*ABOUT THIS TASK*
Your answer should hold every line of the records below that contains the string "Кавказ".

Records contained in a dataset

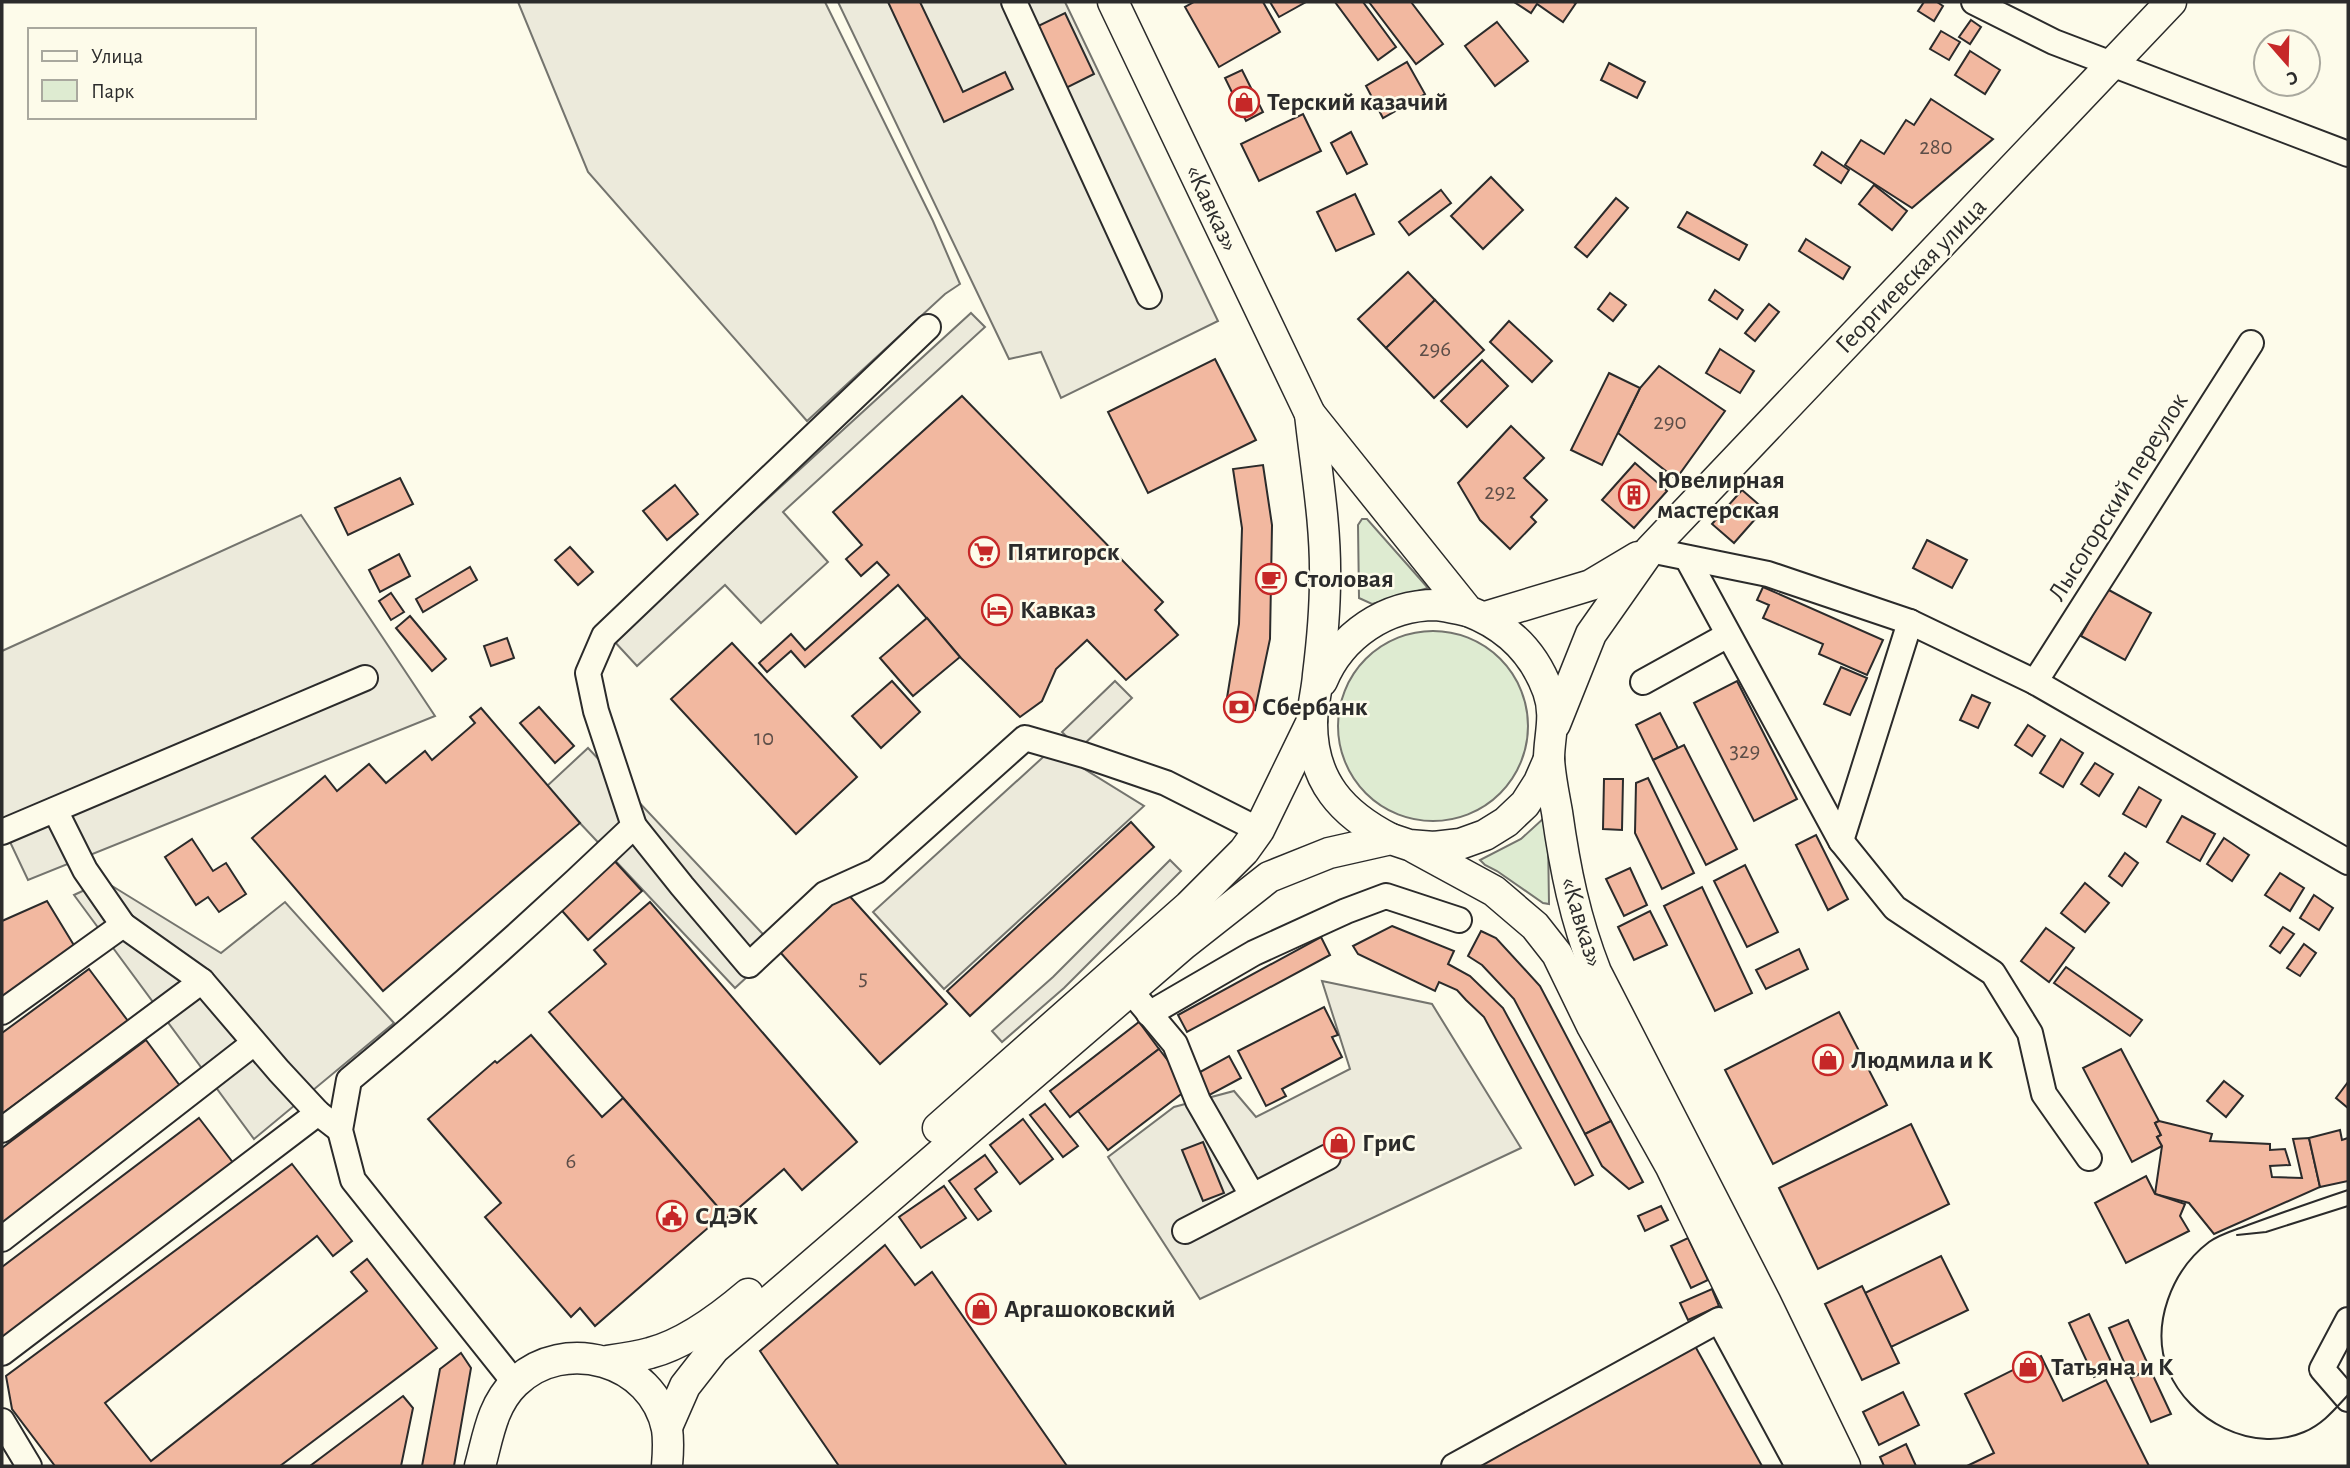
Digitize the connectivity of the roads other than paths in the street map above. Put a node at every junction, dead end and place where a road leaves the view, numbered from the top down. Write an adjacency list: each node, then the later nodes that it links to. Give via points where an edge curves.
1 (1014, 2): 7 (street)
2 (1113, 2): 10 (main road, «Кавказ»)
3 (1974, 2): 5 (street, via 2054,42)
4 (2171, 2): 5 (main road, Георгиевская улица)
5 (2114, 63): 6 (street); 11 (main road, Георгиевская улица)
6 (2348, 154)
7 (1149, 296)
8 (928, 327): 23 (street, via 604,636 588,673)
9 (2250, 343): 18 (street, Лысогорский переулок)
10 (1310, 414): 13 (main road, «Кавказ»); 19 (main road, «Кавказ», via 1326,552 1325,619)
11 (1650, 550): 12 (street); 13 (main road, via 1591,585); 20 (main road, via 1591,634)
12 (1687, 558): 14 (street, via 1768,574); 15 (street)
13 (1477, 614): 19 (main road, via 1437,606 1405,609 1375,620 1349,639 1329,665); 20 (main road, «Кавказ», via 1514,636 1536,663 1549,694)
14 (1910, 622): 18 (street); 26 (street)
15 (1728, 635): 17 (street); 26 (street)
16 (365, 678): 22 (street)
17 (1643, 682)
18 (2035, 682): 28 (street)
19 (1314, 708): 24 (main road); 27 (main road, «Кавказ», via 1314,751 1324,780 1341,805 1364,825)
20 (1553, 727): 21 (main road, «Кавказ»)
21 (1549, 759): 27 (main road, via 1525,804 1485,835 1434,847); 59 (main road, «Кавказ», via 1564,864 1580,932 1596,972)
22 (55, 810): 25 (street); 30 (street, via 85,870)
23 (634, 826): 24 (street, via 749,965 825,894 876,871 1025,738 1166,783); 38 (street, via 549,907 349,1080)
24 (1259, 831): 46 (main road, via 1189,906 731,1309 697,1332 652,1353)
25 (2, 832)
26 (1841, 841): 40 (street, via 1895,908 1993,973 2030,1033 2044,1094)
27 (1400, 842): 32 (main road, via 1329,853 1269,877); 58 (main road, «Кавказ», via 1494,891 1535,926 1557,954 1671,1167)
28 (2348, 862)
29 (1460, 920): 34 (street, via 1386,896 1254,953)
30 (123, 925): 31 (street); 33 (street)
31 (202, 981): 35 (street); 37 (street)
32 (1129, 990): 34 (street); 50 (main road, via 714,1349 685,1386)
33 (2, 1012)
34 (1149, 1014): 41 (street, via 1175,1044 1198,1101)
35 (254, 1042): 36 (street); 43 (street)
36 (318, 1113): 38 (street); 45 (street)
37 (2, 1130)
38 (340, 1130): 47 (street, via 353,1180)
39 (1328, 1157): 41 (street)
40 (2089, 1158)
41 (1252, 1195): 42 (street)
42 (1185, 1231)
43 (2, 1239)
44 (2348, 1320): 48 (street, via 2322,1369)
45 (2, 1353)
46 (607, 1361): 47 (main road, via 558,1359); 50 (main road, via 646,1386)
47 (515, 1383): 51 (main road, via 498,1407)
48 (2348, 1399)
49 (2, 1420): 52 (street)
50 (667, 1427): 55 (main road)
51 (488, 1436): 53 (main road); 54 (main road)
52 (29, 1466)
53 (481, 1466)
54 (490, 1466)
55 (667, 1466)
56 (1454, 1466): 57 (street, via 1719,1320)
57 (1798, 1466)
58 (1816, 1466)
59 (1845, 1466)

*TASK OUTPUT*
2 (1113, 2): 10 (main road, «Кавказ»)
10 (1310, 414): 13 (main road, «Кавказ»); 19 (main road, «Кавказ», via 1326,552 1325,619)
13 (1477, 614): 19 (main road, via 1437,606 1405,609 1375,620 1349,639 1329,665); 20 (main road, «Кавказ», via 1514,636 1536,663 1549,694)
19 (1314, 708): 24 (main road); 27 (main road, «Кавказ», via 1314,751 1324,780 1341,805 1364,825)
20 (1553, 727): 21 (main road, «Кавказ»)
21 (1549, 759): 27 (main road, via 1525,804 1485,835 1434,847); 59 (main road, «Кавказ», via 1564,864 1580,932 1596,972)
27 (1400, 842): 32 (main road, via 1329,853 1269,877); 58 (main road, «Кавказ», via 1494,891 1535,926 1557,954 1671,1167)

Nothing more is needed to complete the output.